Retail Trading Drop Could Drag Coinbase Profits, Analysts Caution

Coinbase (COIN) heads into Thursday’s earnings release facing muted expectations from Wall Street as retail trading activity slows and analysts brace for a potential miss.

Barclays, JPMorgan, Compass Point, and Oppenheimer have all cut their Q1 forecasts in recent weeks, pointing to softening crypto volumes and lower engagement from retail investors—Coinbase’s most lucrative user base.
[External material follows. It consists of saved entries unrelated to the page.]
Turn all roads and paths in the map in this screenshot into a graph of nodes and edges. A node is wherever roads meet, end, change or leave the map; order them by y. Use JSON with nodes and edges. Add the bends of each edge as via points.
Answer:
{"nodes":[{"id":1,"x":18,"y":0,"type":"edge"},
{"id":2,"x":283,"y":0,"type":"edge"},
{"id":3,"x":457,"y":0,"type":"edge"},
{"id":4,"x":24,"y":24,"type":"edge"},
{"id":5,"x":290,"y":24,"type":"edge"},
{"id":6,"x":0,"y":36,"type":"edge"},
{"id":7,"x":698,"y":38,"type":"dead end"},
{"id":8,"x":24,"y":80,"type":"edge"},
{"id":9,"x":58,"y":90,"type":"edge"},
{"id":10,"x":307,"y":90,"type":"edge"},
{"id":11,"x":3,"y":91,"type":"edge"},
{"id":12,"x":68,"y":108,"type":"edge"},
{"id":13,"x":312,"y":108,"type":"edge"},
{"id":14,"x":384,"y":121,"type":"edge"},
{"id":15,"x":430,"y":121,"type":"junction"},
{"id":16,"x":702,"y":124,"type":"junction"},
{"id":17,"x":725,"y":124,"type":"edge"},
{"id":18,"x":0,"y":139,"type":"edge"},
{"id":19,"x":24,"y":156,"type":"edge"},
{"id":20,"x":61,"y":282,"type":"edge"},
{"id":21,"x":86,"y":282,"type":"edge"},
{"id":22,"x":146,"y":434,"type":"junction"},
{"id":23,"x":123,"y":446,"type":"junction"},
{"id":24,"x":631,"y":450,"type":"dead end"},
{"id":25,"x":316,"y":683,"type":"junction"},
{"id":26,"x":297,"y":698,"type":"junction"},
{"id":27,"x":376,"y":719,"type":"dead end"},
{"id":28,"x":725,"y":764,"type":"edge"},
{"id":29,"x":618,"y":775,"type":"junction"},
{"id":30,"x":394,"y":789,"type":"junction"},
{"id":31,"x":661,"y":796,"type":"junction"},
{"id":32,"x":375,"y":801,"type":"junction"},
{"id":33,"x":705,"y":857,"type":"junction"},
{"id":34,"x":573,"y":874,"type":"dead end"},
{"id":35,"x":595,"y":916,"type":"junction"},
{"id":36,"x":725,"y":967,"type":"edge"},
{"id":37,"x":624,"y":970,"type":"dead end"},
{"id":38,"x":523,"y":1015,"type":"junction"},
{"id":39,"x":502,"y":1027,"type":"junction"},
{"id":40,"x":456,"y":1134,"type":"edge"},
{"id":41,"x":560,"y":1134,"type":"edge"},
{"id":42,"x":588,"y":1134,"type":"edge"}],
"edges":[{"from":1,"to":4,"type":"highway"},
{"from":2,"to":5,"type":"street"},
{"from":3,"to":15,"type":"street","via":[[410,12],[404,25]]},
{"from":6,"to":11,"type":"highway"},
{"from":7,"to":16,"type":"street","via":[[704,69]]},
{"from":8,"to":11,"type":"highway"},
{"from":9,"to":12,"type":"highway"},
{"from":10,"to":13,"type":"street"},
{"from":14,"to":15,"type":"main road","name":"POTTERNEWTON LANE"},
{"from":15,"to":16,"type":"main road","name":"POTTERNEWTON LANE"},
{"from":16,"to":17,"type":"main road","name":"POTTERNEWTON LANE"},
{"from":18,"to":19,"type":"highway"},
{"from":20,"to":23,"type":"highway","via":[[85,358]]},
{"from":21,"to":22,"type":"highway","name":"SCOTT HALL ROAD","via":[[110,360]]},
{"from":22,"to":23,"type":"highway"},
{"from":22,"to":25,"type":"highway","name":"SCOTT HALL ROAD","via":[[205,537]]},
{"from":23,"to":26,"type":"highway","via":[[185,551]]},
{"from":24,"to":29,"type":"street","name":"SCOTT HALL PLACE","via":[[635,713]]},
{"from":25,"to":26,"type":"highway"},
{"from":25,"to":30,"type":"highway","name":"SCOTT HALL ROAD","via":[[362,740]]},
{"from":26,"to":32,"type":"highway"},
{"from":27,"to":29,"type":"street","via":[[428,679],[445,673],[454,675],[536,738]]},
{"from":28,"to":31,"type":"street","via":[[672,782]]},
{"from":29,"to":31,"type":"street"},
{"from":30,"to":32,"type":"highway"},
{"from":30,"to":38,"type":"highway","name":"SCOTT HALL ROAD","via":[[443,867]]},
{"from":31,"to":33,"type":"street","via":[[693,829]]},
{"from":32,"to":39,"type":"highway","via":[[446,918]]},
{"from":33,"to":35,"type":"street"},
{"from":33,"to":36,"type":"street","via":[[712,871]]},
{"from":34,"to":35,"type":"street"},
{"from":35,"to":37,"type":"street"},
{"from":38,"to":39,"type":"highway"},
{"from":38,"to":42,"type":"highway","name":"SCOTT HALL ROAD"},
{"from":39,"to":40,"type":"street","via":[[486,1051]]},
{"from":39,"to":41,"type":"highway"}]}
Analyst Consensus (via FactSet):

  • EPS: $1.93, down from $2.26 in Q4
  • Revenue: $2.1B, down from $2.27B
  • Trading Volume: $403.8B vs. $439B in Q4

JPMorgan’s revised EPS estimate stands at $1.59, factoring in a 10% drop in volume and weaker overall market performance. Still, adjusted EPS could reach $2.39, supported by operational efficiencies and steady subscription growth.

Key Points from Analysts:

  • Barclays: Retail volumes may be as low as $69B, far below the $79.8B consensus.
  • Compass Point: Downgraded COIN to “Sell,” citing DEX competition and projected 7% shortfall in transaction revenue.
  • Oppenheimer: Cut volume estimates but noted Coinbase’s increasing U.S. spot market share.

Bright Spot: USDC Revenue
Coinbase’s share of growing USDC activity helped offset weaker staking returns. Stablecoin revenue is projected at $304M for Q1, according to Barclays.

Macro Outlook
With retail interest still tepid and decentralized platforms gaining traction, analysts caution that trading may remain underwhelming into Q2. Coinbase stock is down 23% year-to-date, while BTC has climbed modestly, trading at $97,023 (+3.8%).